Nutshell: A bit too light of a touch with Tommy’s backstory starts the film off with a slight handicap, and a lack of character development (as well as golf basics for non-players) often lands the plot in the weeds. But with a strong finish in the short game, Honour makes par. A must-view for any golf lover, and a definite go-to for fans of indie biopics. Grade: B
“Your station in life was set before you were born, young Morris.”
Story: A brash youngster breaks onto the golf scene, innovating the entire sport. No, I’m not talking about Tiger Woods. I’m talking about Tommy “Young Tom” Morris, widely considered to be the best golfer of the 19th Century. As headstrong Tommy begins to carve a name out for himself in professional golf – a brand-new specialty at the time – he and his forelock-tugging father “Old Tom” begin to re-invent golf, turning it into the sport duffers know and love. (Spoiler: as Tommy tragically died at age 24, keep Kleenex on hand.)
Genre I’d put it in: Slow Building But Heart Tugging Sports Biopics
Remake, Sequel, Based-On, or Original: Based on Kevin Cook’s award-winning book Tommy’s Honor: The Story of Old Tom Morris and Young Tom Morris, Golf’s Founding Father and Son.
Gotta say: Ever wonder how golf became such a popular sport? Well, folks in Scotland would roll their eyes and say it was always meant to be…but in the late 19th Century, it was only starting to gain traction outside Scotland in a few areas in England. Enter Tom and Tommy Morris, the father and son who, while disagreeing on how golf should go on, manage to better the game in many ways. Those grooves on an Iron? The design of many famous courses in Scotland? The “hop and stop” putt? You’re welcome, say the Morris family.
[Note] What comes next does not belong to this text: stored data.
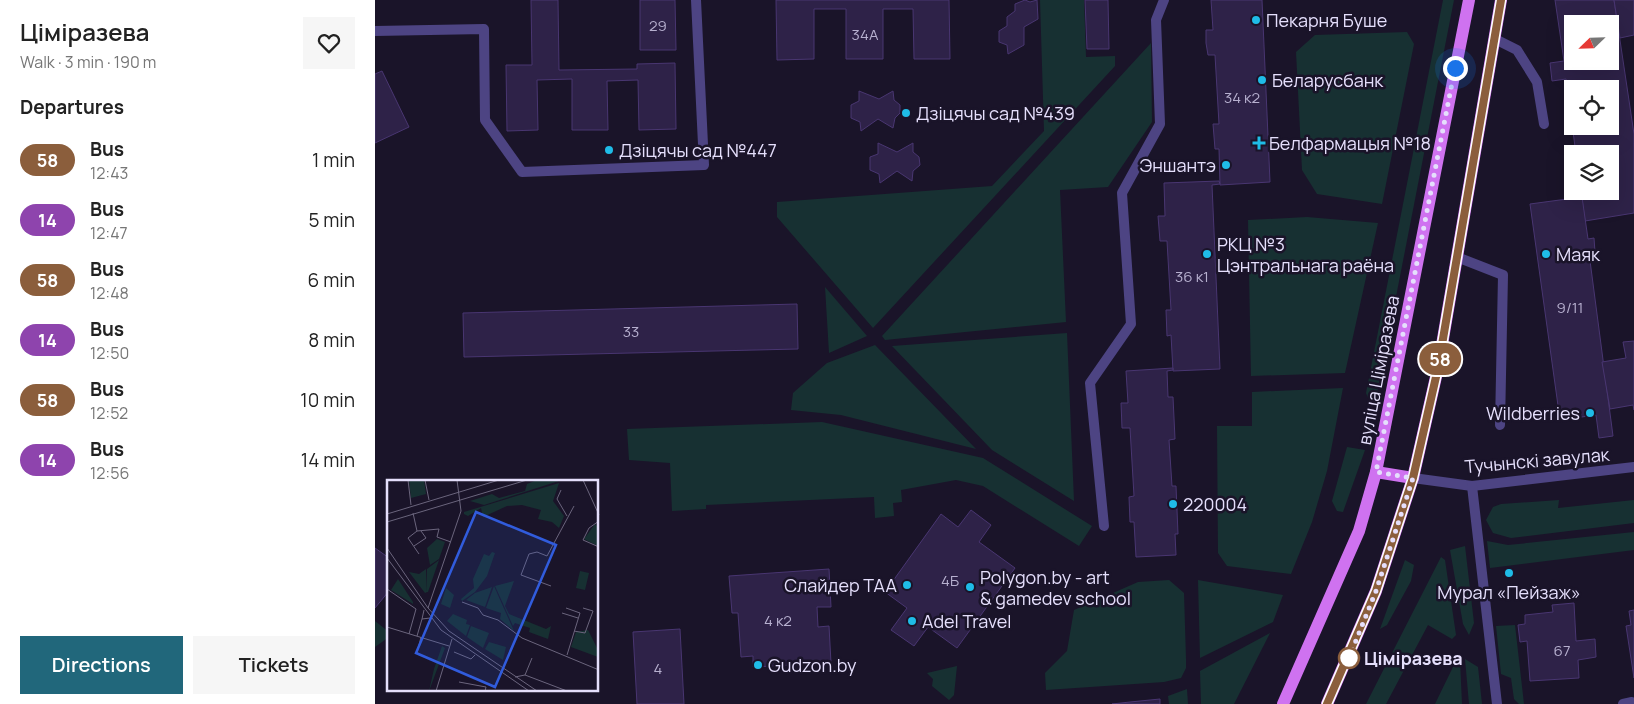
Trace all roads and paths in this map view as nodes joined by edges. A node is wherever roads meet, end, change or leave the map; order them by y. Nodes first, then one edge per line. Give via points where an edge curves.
1 (696, 0) edge
2 (1164, 0) edge
3 (1469, 0) edge
4 (1501, 0) edge
5 (375, 31) edge
6 (1495, 39) junction
7 (1544, 124) dead end
8 (1457, 257) junction
9 (1500, 425) dead end
10 (1634, 467) edge
11 (1376, 472) junction
12 (1413, 478) junction
13 (1472, 486) junction
14 (1104, 526) dead end
15 (1283, 704) edge
16 (1327, 704) edge
17 (1497, 704) edge

1 - 5 street via 704,165 523,172 485,120 483,29
2 - 14 street via 1155,20 1160,124 1122,193 1131,324 1090,383
3 - 11 main road, вуліца Ціміразева
4 - 6 main road
6 - 7 street via 1517,50 1537,82
6 - 8 main road
8 - 9 street via 1503,275
8 - 12 main road via 1438,368
10 - 13 street, Тучынскі завулак
11 - 12 main road
11 - 15 main road, вуліца Ціміразева via 1359,531
12 - 13 street, Тучынскі завулак
12 - 16 main road via 1376,591
13 - 17 street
Directed by Jason Connery (yep, Sean’s son), Honour dives right into the story, and viewers who don’t know much – or anything – about these men, or golf, need to just hang on for the ride. Things begin to flesh out as the story progresses, but as someone who’d never heard of these two, it took a bit of mental running to catch up with things. But there are moments in Honour that show that Connery can become a first-class director; quiet scenes with Young Tom and Meg, moments where Young Tom butts heads with the golf (and literal) aristocracy. And of course the moments between father and son, from misunderstandings to mutual respect. It’s a flicker now, but I look forward to more indie work from this director.
The too-light touch on backstory and characterization can’t be left solely at Connery’s feet; first-time screenwriter Pamela Marin has a fine way with character interaction, but not so much with providing a solid backdrop. Kevin Cook, who penned the biography, apparently gave historical touches, but was perhaps too close to the subject matter to remember that many viewers will be wholly unfamiliar with the material.
Luckily, wonderful performances by Jack Lowden (2016’s War and Peace) as Tommy, Ophelia Lovibond (Elementary) as his wife Meg, and Peter Mullan (Red Riding) as Tom, cement the story when the plot slices when it should head for the green. As Young Tom heads towards his 24th year, things begin to get heart-tuggy, and this cast manages to keep things from becoming overly maudlin. In fact, if you’re not tearing up in the final twenty minutes, I don’t want to know you. Bravo, Lowden, Lovibond, and Mullan.
I do absolutely adore the art direction, costuming here. And Honor having the great St. Andrews is super-cool for golf wannabes like me, while being a gorgeous backdrop for the action regardless of your level of knowledge on the sport.
My advice? Read up on Old Tom and Young Tom, and then catch this film. Or better still, read Cook’s biography of the two, and then hit the theater. You’ll have a solid backstory to shore up the film’s weaker one, and can simply sit back and enjoy the performances. And then hit the local putt-putt to remind yourself that while pro golfers make things look easy, that windmill is freakin’ hard.
#Protip: Tommy Morris is ranked the 14th best golfer of all time. His father is ranked the 19th. Not too shabby, especially with all the advances in technology in the past few centuries.